The purpose of these envoys was, first of all, to ask of the nations of Christendom equal rights, to get removed the odious extra-territoriality clause in the treaties, to have the right to govern aliens on their soil, and to regulate their own tariff. Secondarily, its members went to study the secrets of power and the resources of civilization in the West, to initiate the liberal education of their women by leaving in American schools a little company of maidens, to enlarge the system of education for their own country, and to send abroad with approval others of their young men who, for a decade past had, in spite of every ban and obstacle, been furtively leaving the country for study beyond the seas.
In the lands of Christendom, the eyes of ambassadors, ministers, secretaries and students were opened. They saw themselves as others saw them. They compared their own land and nation, mediaeval in spirit and backward in resources, and their people untrained as children, with the modern power, the restless ambition, the stern purpose, the intense life of the western nations, with their mighty fleets and armaments, their inventions and machinery, their economic and social theories and forces, their provision for the poor, the sick, and the aged, the peerless family life in the Christian home. They found, further yet, free churches divorced from politics and independent of the state; that the leading force of the world was Christianity, that persecution was barbarous, and that toleration was the law of the future, and largely the condition of the present. It took but a few whispers over the telegraphic wire, and the anti-Christian edicts disappeared from public view like snowflakes melting on the river. The right arm of persecution was broken.
The story of the Book of Acts of the modern apostles in Japan is told, first in the teaching of inquirers, preaching to handfuls, the gathering of tiny companies, the translation of the Gospel, and then prayer and waiting for the descent of the Holy Spirit. A study of the Book of the Acts of the Apostles, followed in order to find out how the Christian Church began. On the 10th day of March, in the year of our Lord and of the era of Meiji (Enlightened Peace) the fifth, 1872, at Yokohama, in the little stone chapel built on part of Commodore Perry's treaty ground, was formed the first Reformed or Protestant Christian Church in Japan.
At this point our task is ended. We cannot even glance at the native Christian churches of the Roman, Reformed, or Greek order, or attempt to appraise the work of the foreign missionaries. He has read these pages in vain, however, who does not see how well, under Providence, the Japanese have been trained for higher forms of faith.

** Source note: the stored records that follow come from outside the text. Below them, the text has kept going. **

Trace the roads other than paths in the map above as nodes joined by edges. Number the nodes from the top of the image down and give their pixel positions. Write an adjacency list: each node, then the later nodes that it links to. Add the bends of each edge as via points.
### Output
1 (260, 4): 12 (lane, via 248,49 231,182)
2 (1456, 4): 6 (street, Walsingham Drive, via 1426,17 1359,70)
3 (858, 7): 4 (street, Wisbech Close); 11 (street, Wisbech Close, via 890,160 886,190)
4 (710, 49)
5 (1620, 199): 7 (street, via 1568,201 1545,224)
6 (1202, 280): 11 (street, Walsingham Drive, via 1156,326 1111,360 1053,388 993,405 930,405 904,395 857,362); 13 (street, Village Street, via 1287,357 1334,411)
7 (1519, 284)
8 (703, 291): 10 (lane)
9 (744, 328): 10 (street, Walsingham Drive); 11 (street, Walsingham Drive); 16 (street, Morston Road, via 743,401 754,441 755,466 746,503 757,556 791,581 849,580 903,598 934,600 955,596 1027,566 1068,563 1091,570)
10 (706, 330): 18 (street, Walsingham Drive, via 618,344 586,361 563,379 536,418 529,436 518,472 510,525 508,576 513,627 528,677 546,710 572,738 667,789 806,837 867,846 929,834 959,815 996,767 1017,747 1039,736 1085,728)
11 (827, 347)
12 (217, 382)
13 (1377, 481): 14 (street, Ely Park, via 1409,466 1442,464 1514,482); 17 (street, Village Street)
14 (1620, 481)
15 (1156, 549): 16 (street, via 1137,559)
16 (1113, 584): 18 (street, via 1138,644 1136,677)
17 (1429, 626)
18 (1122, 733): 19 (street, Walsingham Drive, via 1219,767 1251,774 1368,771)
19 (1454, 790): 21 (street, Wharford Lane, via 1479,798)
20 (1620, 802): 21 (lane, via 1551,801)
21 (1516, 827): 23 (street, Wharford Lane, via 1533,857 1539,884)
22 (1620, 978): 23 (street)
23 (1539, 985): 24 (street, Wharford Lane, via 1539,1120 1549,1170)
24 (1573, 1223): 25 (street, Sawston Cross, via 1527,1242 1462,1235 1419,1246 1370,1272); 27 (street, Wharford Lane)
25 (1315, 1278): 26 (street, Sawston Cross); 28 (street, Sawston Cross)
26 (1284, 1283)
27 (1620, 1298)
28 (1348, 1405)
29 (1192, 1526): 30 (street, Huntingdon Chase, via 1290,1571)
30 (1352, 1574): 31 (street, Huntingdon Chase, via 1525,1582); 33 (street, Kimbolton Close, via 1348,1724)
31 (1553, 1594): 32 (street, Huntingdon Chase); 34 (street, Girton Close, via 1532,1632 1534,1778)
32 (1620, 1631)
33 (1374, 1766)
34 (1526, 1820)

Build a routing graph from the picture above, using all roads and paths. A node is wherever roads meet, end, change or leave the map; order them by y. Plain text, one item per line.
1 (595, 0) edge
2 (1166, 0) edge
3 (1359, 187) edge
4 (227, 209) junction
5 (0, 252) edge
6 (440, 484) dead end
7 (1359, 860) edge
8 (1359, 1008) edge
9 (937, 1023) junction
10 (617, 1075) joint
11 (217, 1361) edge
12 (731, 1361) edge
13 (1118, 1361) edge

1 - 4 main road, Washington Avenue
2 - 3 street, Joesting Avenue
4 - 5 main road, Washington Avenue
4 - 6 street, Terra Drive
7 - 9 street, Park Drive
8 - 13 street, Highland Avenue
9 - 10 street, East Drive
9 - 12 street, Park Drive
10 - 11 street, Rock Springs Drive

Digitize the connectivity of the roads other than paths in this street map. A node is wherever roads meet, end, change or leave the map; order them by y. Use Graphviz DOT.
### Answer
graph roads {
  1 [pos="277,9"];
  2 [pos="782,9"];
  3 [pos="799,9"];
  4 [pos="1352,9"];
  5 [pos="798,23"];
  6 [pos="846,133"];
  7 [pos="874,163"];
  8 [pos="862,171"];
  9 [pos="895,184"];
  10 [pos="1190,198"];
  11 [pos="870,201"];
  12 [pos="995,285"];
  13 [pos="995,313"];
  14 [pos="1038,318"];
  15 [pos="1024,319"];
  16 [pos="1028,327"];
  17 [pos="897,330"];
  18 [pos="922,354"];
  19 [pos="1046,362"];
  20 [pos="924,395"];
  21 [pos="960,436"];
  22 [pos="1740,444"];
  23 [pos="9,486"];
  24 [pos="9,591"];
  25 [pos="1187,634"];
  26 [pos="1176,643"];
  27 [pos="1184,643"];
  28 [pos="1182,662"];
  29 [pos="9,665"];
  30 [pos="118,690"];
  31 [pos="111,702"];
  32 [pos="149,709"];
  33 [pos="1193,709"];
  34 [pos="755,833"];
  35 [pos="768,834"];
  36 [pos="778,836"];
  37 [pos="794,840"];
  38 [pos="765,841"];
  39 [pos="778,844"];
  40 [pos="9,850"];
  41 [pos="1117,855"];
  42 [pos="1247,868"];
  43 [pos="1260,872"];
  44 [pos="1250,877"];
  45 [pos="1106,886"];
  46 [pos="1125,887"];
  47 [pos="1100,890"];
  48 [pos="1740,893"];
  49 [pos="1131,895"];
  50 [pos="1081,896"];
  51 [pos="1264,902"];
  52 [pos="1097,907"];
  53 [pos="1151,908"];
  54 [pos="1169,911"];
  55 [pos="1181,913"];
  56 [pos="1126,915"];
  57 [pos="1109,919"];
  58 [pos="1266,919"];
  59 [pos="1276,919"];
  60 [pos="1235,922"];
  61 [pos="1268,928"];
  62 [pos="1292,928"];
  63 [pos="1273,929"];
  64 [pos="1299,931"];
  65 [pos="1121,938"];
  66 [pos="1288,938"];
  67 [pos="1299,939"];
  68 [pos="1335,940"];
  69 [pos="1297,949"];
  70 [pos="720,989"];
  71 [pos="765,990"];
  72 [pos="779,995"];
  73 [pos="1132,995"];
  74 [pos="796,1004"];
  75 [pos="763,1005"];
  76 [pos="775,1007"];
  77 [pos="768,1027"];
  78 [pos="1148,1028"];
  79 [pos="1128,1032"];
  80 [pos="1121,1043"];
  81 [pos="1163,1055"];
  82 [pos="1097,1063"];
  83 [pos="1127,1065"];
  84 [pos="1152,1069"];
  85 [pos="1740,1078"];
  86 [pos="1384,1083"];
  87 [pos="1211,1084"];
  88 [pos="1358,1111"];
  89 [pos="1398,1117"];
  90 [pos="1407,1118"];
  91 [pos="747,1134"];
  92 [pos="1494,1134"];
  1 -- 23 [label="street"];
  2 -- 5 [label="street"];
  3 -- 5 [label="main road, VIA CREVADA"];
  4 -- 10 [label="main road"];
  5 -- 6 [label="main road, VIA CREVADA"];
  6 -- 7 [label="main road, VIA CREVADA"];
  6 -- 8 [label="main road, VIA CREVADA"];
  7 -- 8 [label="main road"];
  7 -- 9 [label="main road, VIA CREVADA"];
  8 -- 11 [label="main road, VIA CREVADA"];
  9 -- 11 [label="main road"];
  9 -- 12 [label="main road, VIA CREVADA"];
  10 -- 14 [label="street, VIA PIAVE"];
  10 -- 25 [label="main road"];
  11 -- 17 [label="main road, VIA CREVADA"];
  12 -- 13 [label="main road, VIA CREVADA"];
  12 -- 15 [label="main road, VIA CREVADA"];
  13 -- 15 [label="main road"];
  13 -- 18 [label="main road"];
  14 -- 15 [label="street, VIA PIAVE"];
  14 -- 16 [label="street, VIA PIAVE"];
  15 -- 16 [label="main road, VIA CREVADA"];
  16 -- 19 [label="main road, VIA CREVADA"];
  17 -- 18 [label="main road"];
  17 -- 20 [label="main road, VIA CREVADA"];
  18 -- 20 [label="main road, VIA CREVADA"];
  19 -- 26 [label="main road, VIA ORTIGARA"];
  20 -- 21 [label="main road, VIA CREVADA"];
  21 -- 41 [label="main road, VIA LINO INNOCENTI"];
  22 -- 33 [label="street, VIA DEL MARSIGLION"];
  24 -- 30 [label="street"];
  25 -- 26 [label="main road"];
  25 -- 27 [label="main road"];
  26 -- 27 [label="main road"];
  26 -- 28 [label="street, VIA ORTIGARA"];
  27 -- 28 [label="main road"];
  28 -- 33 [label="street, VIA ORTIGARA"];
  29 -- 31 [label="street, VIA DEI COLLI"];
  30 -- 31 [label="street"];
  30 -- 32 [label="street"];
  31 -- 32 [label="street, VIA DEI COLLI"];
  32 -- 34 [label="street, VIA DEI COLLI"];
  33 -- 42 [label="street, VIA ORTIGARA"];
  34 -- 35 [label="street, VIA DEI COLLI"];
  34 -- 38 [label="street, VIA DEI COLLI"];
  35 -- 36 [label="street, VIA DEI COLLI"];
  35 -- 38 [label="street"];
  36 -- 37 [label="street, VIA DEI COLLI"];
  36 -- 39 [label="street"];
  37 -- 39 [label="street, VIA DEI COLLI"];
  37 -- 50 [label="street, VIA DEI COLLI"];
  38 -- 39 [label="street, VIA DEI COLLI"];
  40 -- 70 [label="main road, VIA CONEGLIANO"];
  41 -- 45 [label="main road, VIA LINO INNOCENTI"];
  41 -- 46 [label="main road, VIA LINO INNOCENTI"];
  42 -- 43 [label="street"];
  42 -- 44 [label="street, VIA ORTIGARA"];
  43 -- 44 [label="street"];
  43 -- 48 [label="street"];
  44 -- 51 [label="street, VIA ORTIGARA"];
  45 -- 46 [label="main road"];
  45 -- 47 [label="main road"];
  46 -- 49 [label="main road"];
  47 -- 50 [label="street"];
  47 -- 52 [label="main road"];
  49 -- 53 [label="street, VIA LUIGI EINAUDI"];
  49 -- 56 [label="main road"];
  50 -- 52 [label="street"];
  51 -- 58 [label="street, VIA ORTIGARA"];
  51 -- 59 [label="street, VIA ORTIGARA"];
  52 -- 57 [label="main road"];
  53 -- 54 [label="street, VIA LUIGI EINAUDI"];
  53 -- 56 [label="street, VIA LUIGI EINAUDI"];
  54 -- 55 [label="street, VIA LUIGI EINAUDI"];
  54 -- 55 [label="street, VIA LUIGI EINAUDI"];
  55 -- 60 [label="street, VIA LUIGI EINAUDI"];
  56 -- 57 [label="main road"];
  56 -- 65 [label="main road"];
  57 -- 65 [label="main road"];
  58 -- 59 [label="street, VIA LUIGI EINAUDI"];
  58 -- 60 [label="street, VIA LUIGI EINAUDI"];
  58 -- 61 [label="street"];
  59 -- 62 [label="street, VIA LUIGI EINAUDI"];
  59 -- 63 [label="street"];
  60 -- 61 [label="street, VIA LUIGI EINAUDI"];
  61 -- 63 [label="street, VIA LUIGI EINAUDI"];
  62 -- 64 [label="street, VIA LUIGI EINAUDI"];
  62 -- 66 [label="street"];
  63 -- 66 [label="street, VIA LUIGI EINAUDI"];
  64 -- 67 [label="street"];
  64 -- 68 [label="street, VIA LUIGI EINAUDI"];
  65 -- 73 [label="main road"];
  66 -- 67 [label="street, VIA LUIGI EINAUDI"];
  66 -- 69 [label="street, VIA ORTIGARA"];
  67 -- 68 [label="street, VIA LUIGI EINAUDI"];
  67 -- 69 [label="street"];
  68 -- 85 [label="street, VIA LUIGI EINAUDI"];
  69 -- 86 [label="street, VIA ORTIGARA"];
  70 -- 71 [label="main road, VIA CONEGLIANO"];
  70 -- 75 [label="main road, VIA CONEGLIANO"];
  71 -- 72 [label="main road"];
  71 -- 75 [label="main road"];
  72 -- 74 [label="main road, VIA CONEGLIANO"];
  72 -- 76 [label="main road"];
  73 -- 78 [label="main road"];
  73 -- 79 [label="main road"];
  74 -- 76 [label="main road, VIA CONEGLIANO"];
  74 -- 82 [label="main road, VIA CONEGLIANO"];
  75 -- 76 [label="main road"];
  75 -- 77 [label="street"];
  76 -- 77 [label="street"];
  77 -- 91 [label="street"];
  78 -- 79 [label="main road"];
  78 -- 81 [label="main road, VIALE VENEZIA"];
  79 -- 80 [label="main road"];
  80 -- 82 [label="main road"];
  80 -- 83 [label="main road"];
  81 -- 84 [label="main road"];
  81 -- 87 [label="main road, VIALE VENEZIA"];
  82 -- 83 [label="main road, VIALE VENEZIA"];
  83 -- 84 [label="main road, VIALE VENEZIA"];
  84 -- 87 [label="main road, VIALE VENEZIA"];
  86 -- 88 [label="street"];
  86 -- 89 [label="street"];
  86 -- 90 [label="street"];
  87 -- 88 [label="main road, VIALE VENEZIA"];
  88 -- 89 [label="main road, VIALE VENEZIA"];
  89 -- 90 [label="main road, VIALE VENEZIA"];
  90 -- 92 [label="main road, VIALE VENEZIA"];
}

The armies of Japan are upon Chinese soil, while we pen our closing lines. The last chains of purely local and ethnic dogma are being snapped asunder. May the sons of Dai Nippon, as they win new horizons of truth, see more clearly and welcome more loyally that Prince of Peace whose kingdom is not of this world.
May the age of political conquest end, and the era of the self-reformation of the Asian nations, through the gospel of Jesus Christ, be ushered in.